Data for the task START
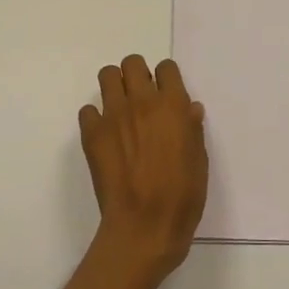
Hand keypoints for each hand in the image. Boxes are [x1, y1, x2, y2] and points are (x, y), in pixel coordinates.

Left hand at [79, 55, 208, 279]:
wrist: (144, 225)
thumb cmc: (182, 196)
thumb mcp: (199, 160)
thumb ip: (192, 129)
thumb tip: (189, 110)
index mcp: (173, 106)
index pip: (166, 68)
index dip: (166, 79)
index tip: (166, 95)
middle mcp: (142, 102)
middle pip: (133, 63)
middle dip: (137, 74)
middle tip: (141, 98)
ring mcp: (113, 115)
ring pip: (107, 75)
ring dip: (115, 87)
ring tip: (121, 110)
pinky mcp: (92, 133)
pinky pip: (88, 110)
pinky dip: (96, 117)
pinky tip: (105, 136)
Data for the task END
## [What this task involves]
Leaving the pictures aside, give back all the records exactly as they are.

## [Exercise solution]
Hand keypoints for each hand in the image. Boxes are [x1, y1, x2, y2] and points are (x, y), in pixel coordinates.

Left hand at [79, 55, 208, 279]:
wrist: (144, 225)
thumb cmc: (182, 196)
thumb mcp: (199, 160)
thumb ip: (192, 129)
thumb tip: (189, 110)
index mcp: (173, 106)
index pip: (166, 68)
index dip: (166, 79)
index tip: (166, 95)
middle mcp: (142, 102)
middle pip: (133, 63)
middle dip: (137, 74)
middle tip: (141, 98)
ring mcp: (113, 115)
ring pip: (107, 75)
ring dip: (115, 87)
ring tip: (121, 110)
pinky mcp: (92, 133)
pinky pip: (88, 110)
pinky dip: (96, 117)
pinky tip: (105, 136)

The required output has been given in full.